> [Task to carry out]:
Pictures aside, copy every record word for word.

> [Provided data]:
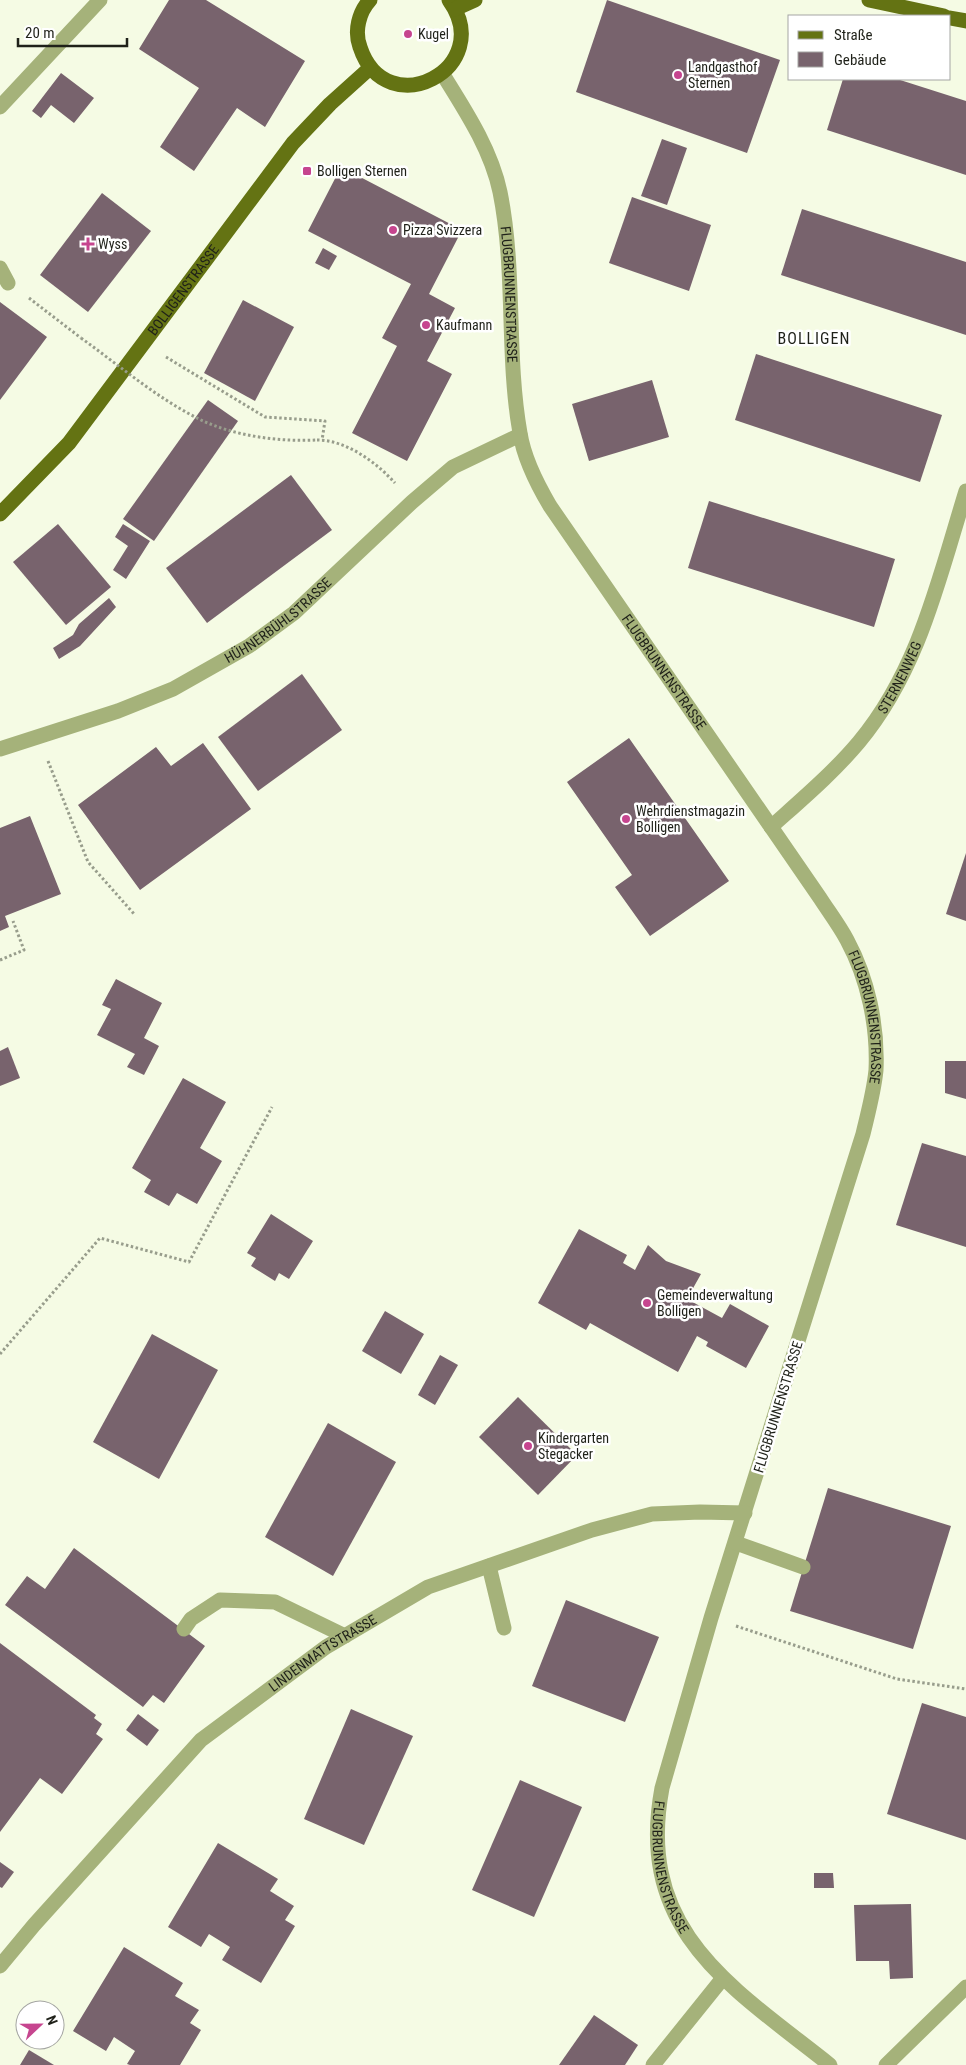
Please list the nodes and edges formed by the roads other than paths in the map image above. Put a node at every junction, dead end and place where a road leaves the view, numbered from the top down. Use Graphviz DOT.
graph roads {
  1 [pos="100,0"];
  2 [pos="476,0"];
  3 [pos="869,0"];
  4 [pos="365,1"];
  5 [pos="452,5"];
  6 [pos="939,15"];
  7 [pos="951,18"];
  8 [pos="966,21"];
  9 [pos="370,68"];
  10 [pos="442,73"];
  11 [pos="3,103"];
  12 [pos="0,268"];
  13 [pos="8,283"];
  14 [pos="520,435"];
  15 [pos="966,491"];
  16 [pos="0,514"];
  17 [pos="0,749"];
  18 [pos="771,827"];
  19 [pos="745,1513"];
  20 [pos="736,1543"];
  21 [pos="489,1566"];
  22 [pos="803,1567"];
  23 [pos="504,1628"];
  24 [pos="184,1629"];
  25 [pos="345,1636"];
  26 [pos="0,1966"];
  27 [pos="723,1978"];
  28 [pos="966,1987"];
  29 [pos="653,2065"];
  30 [pos="830,2065"];
  31 [pos="886,2065"];
  1 -- 11 [label="street"];
  2 -- 5 [label="main road"];
  3 -- 6 [label="main road"];
  4 -- 9 [label="main road"];
  5 -- 10 [label="main road"];
  7 -- 8 [label="main road"];
  9 -- 10 [label="main road"];
  9 -- 16 [label="main road, BOLLIGENSTRASSE"];
  10 -- 14 [label="street, FLUGBRUNNENSTRASSE"];
  12 -- 13 [label="street"];
  14 -- 17 [label="street, HÜHNERBÜHLSTRASSE"];
  14 -- 18 [label="street, FLUGBRUNNENSTRASSE"];
  15 -- 18 [label="street, STERNENWEG"];
  18 -- 19 [label="street, FLUGBRUNNENSTRASSE"];
  19 -- 20 [label="street, FLUGBRUNNENSTRASSE"];
  19 -- 21 [label="street, LINDENMATTSTRASSE"];
  20 -- 22 [label="street"];
  20 -- 27 [label="street, FLUGBRUNNENSTRASSE"];
  21 -- 23 [label="street"];
  21 -- 25 [label="street, LINDENMATTSTRASSE"];
  24 -- 25 [label="street"];
  25 -- 26 [label="street, LINDENMATTSTRASSE"];
  27 -- 29 [label="street"];
  27 -- 30 [label="street, FLUGBRUNNENSTRASSE"];
  28 -- 31 [label="street"];
}
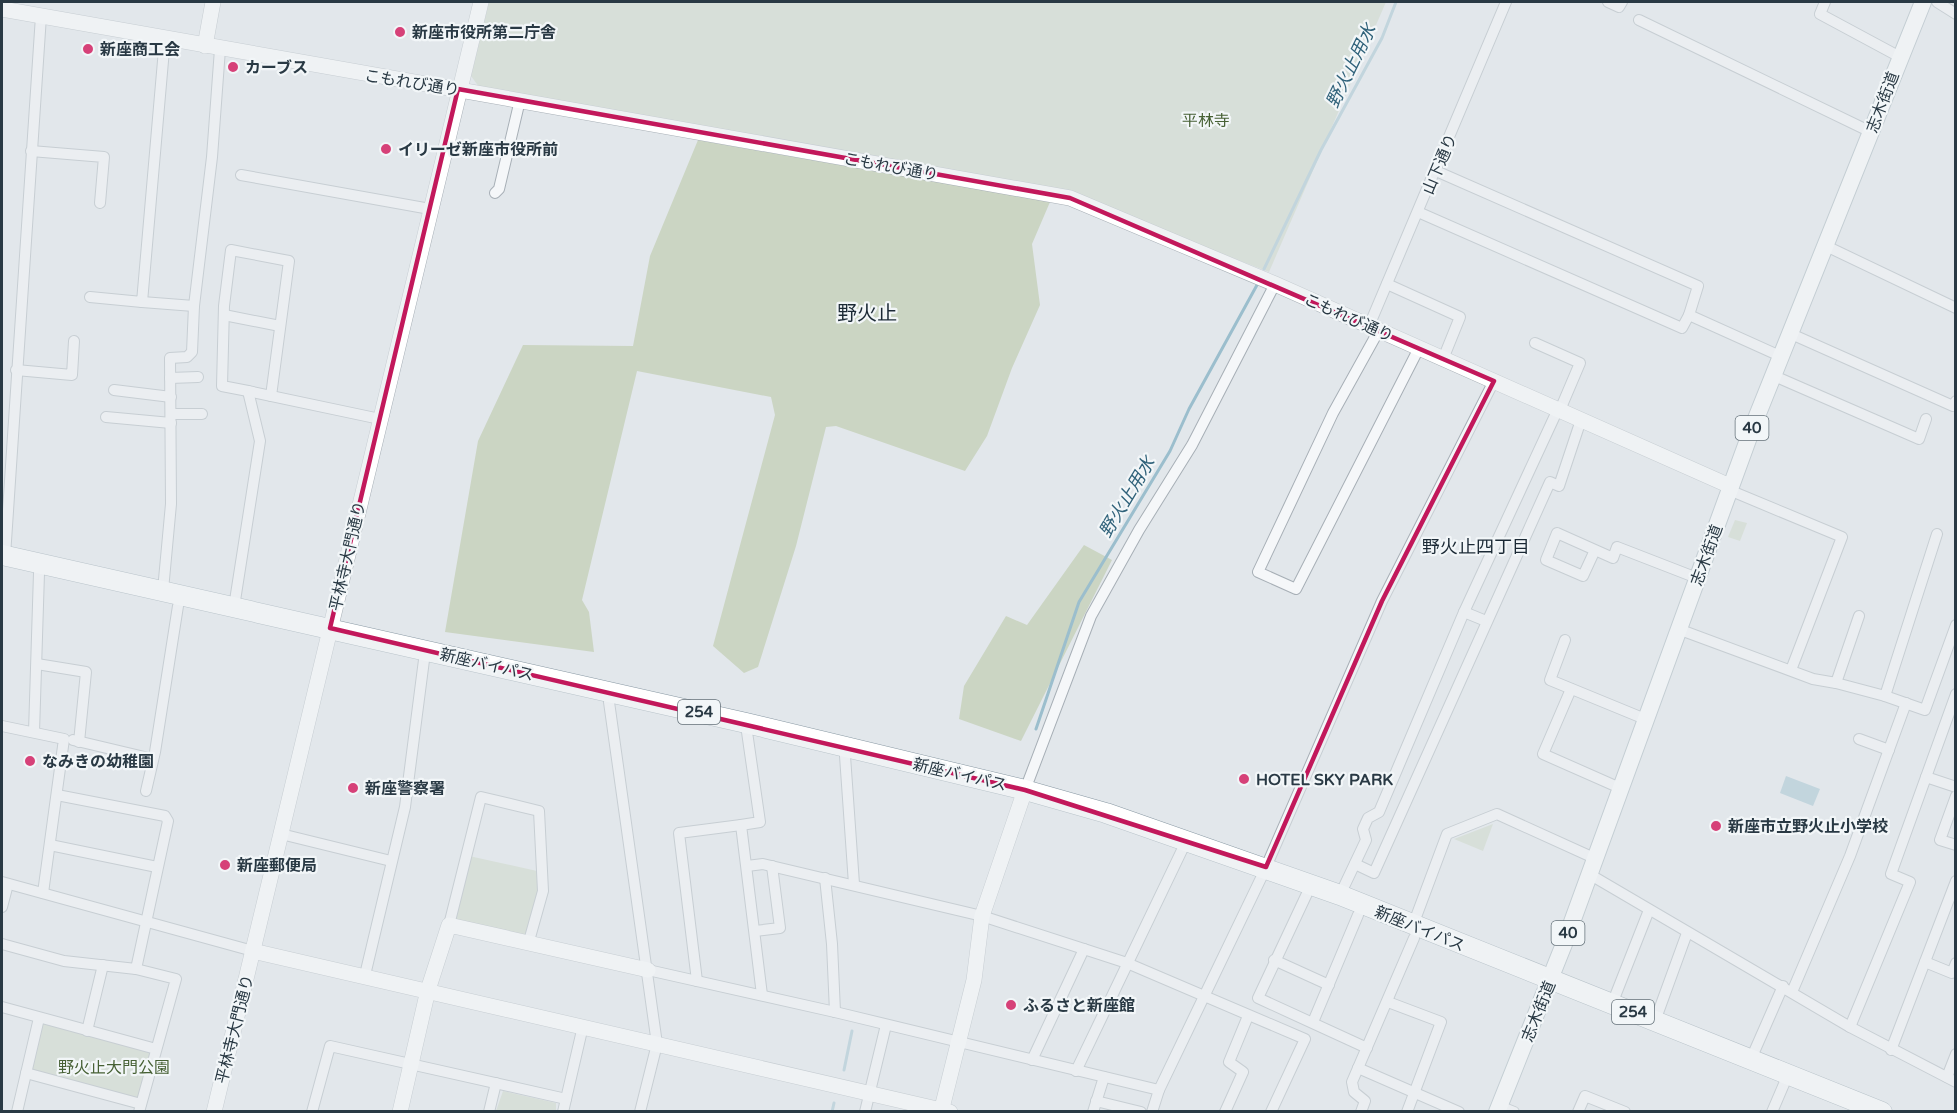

> [Solved problem]:
Please list the nodes and edges formed by the roads other than paths in the map image above. Put a node at every junction, dead end and place where a road leaves the view, numbered from the top down. Use Graphviz DOT.
graph roads {
  1 [pos="100,0"];
  2 [pos="476,0"];
  3 [pos="869,0"];
  4 [pos="365,1"];
  5 [pos="452,5"];
  6 [pos="939,15"];
  7 [pos="951,18"];
  8 [pos="966,21"];
  9 [pos="370,68"];
  10 [pos="442,73"];
  11 [pos="3,103"];
  12 [pos="0,268"];
  13 [pos="8,283"];
  14 [pos="520,435"];
  15 [pos="966,491"];
  16 [pos="0,514"];
  17 [pos="0,749"];
  18 [pos="771,827"];
  19 [pos="745,1513"];
  20 [pos="736,1543"];
  21 [pos="489,1566"];
  22 [pos="803,1567"];
  23 [pos="504,1628"];
  24 [pos="184,1629"];
  25 [pos="345,1636"];
  26 [pos="0,1966"];
  27 [pos="723,1978"];
  28 [pos="966,1987"];
  29 [pos="653,2065"];
  30 [pos="830,2065"];
  31 [pos="886,2065"];
  1 -- 11 [label="street"];
  2 -- 5 [label="main road"];
  3 -- 6 [label="main road"];
  4 -- 9 [label="main road"];
  5 -- 10 [label="main road"];
  7 -- 8 [label="main road"];
  9 -- 10 [label="main road"];
  9 -- 16 [label="main road, BOLLIGENSTRASSE"];
  10 -- 14 [label="street, FLUGBRUNNENSTRASSE"];
  12 -- 13 [label="street"];
  14 -- 17 [label="street, HÜHNERBÜHLSTRASSE"];
  14 -- 18 [label="street, FLUGBRUNNENSTRASSE"];
  15 -- 18 [label="street, STERNENWEG"];
  18 -- 19 [label="street, FLUGBRUNNENSTRASSE"];
  19 -- 20 [label="street, FLUGBRUNNENSTRASSE"];
  19 -- 21 [label="street, LINDENMATTSTRASSE"];
  20 -- 22 [label="street"];
  20 -- 27 [label="street, FLUGBRUNNENSTRASSE"];
  21 -- 23 [label="street"];
  21 -- 25 [label="street, LINDENMATTSTRASSE"];
  24 -- 25 [label="street"];
  25 -- 26 [label="street, LINDENMATTSTRASSE"];
  27 -- 29 [label="street"];
  27 -- 30 [label="street, FLUGBRUNNENSTRASSE"];
  28 -- 31 [label="street"];
}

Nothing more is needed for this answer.